“These projects shouldn’t be done in isolation across jurisdictions,” said John Riddle.
“They have to plug into something that is (built) around nation building. That’s what defines public service. We’re building a country.”
With that, Riddle, the respected former CIO at Health Canada, called on participants in the Lac Carling Congress to consider Canada-wide agendas that address productivity, wealth development, U.S.-Canada relations and globalization.
The recently retired Riddle, a veteran of the Lac Carling Congress, concisely laid out the challenges in the transformation of service delivery to Canadians, in what amounted to a checklist:
1. Governing Horizontal Programs: With too many projects and too little capacity, “how do we decide what to put our energy into in cross-jurisdictions?,” Riddle asked. Other issues include reconciling agendas among people who work co-operatively most of the time but are driven by agendas with different legislative timetables and different time cycles. Another issue is ensuring one jurisdiction’s agenda doesn’t dominate all the others.
2. Engaging Municipalities: Not all municipalities are actively involved in inter-jurisdictional initiatives even though about 60 per cent of Canadians live in urban areas. How then is it possible to engage municipalities in projects from which they will benefit?
3. Funding and sustainability: Budgets cannot be started and stopped on projects. “We also have to get better at defining our business case, defining return on investment,” Riddle noted. “Increasingly, politicians are asking, where’s the beef? We just can’t endlessly project that we’re going to become more efficient without in fact delivering on some of that.”
4. Communications: The message and the meaning are all critical to communication with each other and with different audiences such as trade unions, staff, colleagues, politicians, and the private sector. “These audiences need to be considered.”
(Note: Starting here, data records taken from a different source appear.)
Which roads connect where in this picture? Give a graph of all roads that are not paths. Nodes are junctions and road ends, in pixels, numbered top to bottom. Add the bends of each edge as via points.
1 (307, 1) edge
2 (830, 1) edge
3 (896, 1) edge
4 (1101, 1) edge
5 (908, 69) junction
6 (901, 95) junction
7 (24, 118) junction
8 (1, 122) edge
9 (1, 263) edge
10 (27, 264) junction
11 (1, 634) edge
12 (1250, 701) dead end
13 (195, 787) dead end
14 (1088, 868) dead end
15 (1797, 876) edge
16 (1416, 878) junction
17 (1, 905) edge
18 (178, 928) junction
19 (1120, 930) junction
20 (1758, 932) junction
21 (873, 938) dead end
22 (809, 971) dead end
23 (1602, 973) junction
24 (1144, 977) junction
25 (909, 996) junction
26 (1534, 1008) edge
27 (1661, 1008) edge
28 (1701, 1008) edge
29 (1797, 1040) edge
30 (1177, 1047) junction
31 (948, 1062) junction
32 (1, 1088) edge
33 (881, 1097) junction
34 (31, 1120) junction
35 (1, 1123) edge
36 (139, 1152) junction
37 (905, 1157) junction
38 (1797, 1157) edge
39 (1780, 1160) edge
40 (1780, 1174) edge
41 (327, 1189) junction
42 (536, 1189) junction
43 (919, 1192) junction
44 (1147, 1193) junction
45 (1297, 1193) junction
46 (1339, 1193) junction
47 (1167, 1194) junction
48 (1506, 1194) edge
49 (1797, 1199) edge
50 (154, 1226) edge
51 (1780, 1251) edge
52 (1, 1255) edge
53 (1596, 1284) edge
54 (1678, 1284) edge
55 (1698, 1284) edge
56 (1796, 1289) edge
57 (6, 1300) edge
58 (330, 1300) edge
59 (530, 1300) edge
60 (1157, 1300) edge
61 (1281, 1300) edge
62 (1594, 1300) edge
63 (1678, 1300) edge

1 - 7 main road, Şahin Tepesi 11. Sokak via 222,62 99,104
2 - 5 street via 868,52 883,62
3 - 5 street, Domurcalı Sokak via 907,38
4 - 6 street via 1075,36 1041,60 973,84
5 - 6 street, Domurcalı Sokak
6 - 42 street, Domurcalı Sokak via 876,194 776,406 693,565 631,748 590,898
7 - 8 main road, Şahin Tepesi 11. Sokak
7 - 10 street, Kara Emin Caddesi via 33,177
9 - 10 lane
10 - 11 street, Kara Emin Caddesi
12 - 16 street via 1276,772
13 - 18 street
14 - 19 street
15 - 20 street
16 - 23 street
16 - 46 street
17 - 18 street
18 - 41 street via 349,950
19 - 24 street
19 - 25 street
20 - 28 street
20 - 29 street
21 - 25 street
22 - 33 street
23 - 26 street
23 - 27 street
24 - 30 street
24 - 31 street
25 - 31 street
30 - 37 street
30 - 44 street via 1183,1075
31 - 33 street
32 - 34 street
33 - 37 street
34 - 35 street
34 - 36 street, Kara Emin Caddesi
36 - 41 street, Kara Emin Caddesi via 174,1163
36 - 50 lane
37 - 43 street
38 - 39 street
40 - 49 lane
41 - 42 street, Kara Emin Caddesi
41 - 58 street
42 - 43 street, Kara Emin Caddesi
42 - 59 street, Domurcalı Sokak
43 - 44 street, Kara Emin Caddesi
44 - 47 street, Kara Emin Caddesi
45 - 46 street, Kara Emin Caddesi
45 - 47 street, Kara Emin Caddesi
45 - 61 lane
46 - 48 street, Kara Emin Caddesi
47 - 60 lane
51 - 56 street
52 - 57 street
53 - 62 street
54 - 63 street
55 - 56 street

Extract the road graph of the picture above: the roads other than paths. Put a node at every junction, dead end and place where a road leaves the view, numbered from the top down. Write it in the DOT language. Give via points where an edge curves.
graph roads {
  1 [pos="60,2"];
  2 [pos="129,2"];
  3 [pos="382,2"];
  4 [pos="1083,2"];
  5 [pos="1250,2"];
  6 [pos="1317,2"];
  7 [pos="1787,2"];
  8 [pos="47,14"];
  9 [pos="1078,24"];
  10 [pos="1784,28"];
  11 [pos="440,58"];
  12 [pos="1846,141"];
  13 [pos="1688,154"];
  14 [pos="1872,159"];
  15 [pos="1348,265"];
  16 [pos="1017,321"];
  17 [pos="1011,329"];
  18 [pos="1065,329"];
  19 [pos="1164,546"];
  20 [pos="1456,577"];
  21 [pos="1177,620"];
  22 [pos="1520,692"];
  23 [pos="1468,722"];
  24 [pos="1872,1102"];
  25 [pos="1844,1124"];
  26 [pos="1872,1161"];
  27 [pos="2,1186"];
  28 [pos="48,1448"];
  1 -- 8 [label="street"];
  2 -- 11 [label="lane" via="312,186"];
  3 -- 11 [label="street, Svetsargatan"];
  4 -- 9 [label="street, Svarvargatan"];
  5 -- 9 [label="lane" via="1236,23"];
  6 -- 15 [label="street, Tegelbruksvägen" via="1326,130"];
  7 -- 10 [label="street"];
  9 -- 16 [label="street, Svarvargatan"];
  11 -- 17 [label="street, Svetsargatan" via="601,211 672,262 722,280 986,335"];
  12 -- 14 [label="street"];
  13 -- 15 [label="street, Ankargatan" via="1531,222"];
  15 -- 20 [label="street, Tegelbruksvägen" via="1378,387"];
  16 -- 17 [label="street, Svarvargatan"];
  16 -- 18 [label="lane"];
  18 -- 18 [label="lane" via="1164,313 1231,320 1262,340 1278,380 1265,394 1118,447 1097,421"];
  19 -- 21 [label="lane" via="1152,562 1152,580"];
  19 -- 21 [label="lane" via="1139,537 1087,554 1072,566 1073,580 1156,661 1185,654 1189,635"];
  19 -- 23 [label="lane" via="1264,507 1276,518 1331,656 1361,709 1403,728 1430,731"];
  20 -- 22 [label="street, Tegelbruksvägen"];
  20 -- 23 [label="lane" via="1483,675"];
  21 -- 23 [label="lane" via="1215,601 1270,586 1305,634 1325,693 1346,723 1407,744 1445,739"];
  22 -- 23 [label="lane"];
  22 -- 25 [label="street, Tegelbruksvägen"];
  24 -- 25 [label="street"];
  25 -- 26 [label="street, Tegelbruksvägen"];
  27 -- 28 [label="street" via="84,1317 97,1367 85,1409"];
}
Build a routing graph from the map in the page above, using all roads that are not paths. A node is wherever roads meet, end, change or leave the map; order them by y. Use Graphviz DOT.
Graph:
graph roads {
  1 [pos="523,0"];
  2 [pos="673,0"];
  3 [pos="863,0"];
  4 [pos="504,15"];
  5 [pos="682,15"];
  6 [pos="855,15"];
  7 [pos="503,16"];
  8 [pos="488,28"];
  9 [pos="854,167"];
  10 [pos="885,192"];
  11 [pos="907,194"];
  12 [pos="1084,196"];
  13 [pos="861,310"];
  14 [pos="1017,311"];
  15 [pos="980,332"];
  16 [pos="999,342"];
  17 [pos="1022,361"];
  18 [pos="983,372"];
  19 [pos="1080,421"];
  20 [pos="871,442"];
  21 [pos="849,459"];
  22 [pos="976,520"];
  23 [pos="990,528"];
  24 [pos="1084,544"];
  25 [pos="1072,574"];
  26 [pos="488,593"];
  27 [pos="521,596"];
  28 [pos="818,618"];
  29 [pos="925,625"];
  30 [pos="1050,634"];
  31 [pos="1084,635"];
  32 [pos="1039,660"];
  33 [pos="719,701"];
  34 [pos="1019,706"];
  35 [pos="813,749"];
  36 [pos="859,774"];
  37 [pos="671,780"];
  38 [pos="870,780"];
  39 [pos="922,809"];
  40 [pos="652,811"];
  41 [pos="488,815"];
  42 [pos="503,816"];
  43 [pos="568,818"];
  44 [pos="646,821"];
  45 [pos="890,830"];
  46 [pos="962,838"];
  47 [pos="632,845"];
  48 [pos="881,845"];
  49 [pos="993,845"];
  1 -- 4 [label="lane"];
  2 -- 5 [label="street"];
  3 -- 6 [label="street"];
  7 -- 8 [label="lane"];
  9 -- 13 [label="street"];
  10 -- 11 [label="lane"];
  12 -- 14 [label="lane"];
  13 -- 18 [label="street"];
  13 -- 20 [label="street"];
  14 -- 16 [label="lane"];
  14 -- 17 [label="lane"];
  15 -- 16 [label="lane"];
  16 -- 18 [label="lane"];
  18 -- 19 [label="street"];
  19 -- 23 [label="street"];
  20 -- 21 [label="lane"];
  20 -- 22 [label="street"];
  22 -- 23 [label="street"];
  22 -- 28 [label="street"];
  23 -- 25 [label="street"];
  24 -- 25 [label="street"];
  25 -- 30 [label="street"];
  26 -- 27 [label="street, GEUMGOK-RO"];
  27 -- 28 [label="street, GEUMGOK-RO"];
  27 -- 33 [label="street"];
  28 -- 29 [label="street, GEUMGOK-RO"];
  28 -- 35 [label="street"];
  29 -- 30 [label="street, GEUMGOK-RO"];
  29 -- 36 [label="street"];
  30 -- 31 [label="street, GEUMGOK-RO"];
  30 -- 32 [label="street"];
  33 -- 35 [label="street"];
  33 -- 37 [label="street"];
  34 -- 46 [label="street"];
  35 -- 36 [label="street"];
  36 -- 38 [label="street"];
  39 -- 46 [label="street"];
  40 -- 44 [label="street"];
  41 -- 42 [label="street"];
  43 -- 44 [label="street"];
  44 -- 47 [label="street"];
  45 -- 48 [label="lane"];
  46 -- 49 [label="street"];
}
5. Building trust: Trust takes many sides: political trust, building trust through relationships that will disappear with staff turnover, and trust even when the project is not going well. “People who are associated with many of the projects we’ve heard about will not be there in two or three years….. Trust and relationships also mean how are you going to handle things when they are not going well?”
6. Sharing knowledge and best practices: E-contact is critical for public servants, who need to be kept up with what’s going on. This is not always easy with the flood of e-mail, reports and documents. One key requirement is to write succinctly, getting to the nub of an issue in documentation among members of a team. “We should commit to never hearing anyone in this meeting say: I didn’t know that. You should know the major initiatives going on in your jurisdiction.”
7. Integration of boundaries or harmonization: The critical message lies in examining issues holistically across jurisdictions while continuing to break down silos. As well, projects cannot be successfully undertaken and accomplished with loose, collegial relationships. “We have to have teeth,” Riddle reminded his audiences, to make the effort worthwhile. Equally important is awareness of other disparities across the country. “Just think of us working jurisdictionally where the salaries and benefits of people on these projects are radically different.”
8.Managing information: “For too long,” Riddle warned, “we have run projects where at the end we say: If only we had thought about the information management consequences of the project from the point of view of the client and his or her information needs rather than worrying about the technology and defining the process. This is an important and urgent issue.”